1 Donders Institute for Brain, Cognition and Behaviour, Radboud University, Nijmegen, The Netherlands
2 International Max Planck Research School for Language Sciences, Nijmegen, The Netherlands

Decades of research have brought more insight into how bilinguals recognize cognates presented in isolation. However, little is known about what bilinguals actually look at when they process cognates. Cognates are translation equivalents with form overlap across languages, such as WINTER, which is spelled in the same way in Dutch and German (and English). Cognates provide form-ambiguous input in a word identification task, because they could belong to both the target and non-target language.

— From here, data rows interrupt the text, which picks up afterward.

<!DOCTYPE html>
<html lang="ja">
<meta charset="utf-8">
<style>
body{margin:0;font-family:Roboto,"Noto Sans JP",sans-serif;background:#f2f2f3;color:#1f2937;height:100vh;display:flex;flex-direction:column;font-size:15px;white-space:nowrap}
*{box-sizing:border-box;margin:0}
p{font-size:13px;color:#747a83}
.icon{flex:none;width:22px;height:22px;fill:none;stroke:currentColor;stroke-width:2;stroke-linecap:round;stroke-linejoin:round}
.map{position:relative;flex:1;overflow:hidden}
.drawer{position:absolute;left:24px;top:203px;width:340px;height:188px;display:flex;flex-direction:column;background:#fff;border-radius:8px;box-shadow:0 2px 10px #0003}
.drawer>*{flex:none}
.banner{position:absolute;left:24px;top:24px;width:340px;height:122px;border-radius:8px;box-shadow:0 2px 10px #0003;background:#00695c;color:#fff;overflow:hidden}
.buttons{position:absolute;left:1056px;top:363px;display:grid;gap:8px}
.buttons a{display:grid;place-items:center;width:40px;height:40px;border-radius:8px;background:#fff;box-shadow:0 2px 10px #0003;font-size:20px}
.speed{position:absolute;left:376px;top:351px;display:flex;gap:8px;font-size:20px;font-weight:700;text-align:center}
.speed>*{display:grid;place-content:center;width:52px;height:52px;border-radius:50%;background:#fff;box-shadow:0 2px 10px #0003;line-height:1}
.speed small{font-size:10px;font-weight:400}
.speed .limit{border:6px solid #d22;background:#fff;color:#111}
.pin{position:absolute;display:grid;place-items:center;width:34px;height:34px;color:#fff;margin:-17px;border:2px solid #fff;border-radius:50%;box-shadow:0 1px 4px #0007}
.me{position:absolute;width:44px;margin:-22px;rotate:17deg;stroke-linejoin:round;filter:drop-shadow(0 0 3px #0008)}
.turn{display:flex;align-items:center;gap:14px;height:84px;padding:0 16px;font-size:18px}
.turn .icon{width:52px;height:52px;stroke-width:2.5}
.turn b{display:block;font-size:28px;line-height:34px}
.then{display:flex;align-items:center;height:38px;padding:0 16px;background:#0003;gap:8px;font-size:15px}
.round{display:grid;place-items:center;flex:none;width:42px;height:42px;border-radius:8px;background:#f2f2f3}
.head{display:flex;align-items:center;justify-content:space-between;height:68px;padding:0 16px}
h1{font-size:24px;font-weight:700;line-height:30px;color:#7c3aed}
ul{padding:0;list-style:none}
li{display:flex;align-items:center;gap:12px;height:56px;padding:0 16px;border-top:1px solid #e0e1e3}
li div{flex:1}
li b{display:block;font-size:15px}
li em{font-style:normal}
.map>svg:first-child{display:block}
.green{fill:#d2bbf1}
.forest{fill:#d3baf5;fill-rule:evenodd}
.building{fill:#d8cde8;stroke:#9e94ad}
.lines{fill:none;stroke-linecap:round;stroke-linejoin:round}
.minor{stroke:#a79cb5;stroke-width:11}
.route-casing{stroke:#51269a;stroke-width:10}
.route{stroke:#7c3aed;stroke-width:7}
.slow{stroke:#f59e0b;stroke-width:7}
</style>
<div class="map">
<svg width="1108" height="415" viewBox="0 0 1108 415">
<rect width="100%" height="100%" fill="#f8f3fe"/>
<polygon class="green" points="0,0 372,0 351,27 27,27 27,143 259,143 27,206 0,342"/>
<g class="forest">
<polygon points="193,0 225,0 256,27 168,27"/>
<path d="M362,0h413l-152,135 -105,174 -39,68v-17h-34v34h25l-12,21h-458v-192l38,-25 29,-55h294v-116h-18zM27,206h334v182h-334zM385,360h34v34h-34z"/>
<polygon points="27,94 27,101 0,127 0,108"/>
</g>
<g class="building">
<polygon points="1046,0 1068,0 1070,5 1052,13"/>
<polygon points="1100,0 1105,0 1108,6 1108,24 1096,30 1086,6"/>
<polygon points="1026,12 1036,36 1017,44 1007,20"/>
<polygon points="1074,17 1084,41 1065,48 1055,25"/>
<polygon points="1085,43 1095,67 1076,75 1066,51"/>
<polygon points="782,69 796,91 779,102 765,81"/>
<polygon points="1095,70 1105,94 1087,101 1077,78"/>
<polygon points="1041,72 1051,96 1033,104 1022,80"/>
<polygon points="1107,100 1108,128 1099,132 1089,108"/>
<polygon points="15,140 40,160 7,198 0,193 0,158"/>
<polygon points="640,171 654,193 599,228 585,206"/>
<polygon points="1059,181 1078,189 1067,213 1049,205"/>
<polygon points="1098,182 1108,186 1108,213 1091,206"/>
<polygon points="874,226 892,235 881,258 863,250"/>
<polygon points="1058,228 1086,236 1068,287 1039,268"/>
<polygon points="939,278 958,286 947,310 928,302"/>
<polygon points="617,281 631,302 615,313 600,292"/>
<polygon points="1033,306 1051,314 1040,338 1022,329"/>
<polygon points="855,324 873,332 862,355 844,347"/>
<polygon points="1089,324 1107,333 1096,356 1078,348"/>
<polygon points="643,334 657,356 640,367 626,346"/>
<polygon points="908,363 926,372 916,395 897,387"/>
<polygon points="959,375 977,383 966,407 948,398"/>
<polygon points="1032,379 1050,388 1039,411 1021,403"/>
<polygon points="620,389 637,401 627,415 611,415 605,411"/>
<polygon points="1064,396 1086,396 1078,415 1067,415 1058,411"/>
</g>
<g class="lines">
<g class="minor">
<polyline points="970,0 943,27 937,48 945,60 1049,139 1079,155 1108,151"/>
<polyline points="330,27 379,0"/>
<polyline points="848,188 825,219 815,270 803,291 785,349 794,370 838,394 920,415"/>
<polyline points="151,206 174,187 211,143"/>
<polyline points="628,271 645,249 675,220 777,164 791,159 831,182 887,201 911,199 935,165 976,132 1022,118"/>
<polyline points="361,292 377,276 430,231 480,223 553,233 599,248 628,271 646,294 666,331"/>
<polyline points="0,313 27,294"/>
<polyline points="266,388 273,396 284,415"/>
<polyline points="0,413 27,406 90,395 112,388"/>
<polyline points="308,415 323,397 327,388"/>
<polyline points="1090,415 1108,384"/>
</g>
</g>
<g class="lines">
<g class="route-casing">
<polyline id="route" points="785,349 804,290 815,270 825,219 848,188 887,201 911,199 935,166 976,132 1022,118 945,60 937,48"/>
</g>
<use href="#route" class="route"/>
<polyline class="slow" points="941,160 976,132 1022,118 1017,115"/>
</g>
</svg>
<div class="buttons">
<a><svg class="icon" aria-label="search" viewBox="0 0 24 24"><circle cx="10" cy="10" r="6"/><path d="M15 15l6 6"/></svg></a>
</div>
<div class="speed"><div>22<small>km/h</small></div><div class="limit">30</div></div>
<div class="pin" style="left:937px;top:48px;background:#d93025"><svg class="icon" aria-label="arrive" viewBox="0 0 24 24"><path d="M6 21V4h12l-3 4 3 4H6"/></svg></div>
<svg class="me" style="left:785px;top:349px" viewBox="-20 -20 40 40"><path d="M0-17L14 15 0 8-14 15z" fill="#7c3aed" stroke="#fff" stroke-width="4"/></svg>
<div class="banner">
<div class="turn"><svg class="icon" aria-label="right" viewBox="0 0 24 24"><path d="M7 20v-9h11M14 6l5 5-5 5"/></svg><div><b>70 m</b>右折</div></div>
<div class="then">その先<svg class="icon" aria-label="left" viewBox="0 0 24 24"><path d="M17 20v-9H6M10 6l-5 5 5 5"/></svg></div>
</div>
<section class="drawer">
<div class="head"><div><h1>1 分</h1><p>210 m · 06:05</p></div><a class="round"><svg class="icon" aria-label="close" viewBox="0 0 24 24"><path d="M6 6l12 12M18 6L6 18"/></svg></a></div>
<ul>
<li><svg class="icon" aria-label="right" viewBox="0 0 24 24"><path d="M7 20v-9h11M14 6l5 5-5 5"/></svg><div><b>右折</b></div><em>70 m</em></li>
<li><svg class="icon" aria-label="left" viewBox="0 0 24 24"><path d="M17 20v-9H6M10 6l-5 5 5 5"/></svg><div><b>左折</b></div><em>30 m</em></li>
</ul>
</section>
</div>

In the case of non-identical cognates, such as GENERATIE (Dutch) and GENERATION (German, English), language-specific orthographic cues solve this ambiguity. We reasoned that if bilinguals do indeed use such cues during word identification, this might be reflected in their eye-fixations, which would be longer on the position at which the two cognates differ. In a Dutch (L2) lexical decision task, German-Dutch bilinguals were presented with German-Dutch identical and non-identical cognates, and with Dutch non-cognate control words while their eye-movements were monitored. The Dutch orthography of the non-identical cognates differed at either the beginning (e.g., CILINDER/ZILINDER) or end (MYSTERIE/MYSTERIUM) of the word from its German equivalent. As a separate test, pseudowords were included that differed at the beginning or end from existing cognates or Dutch non-cognate words.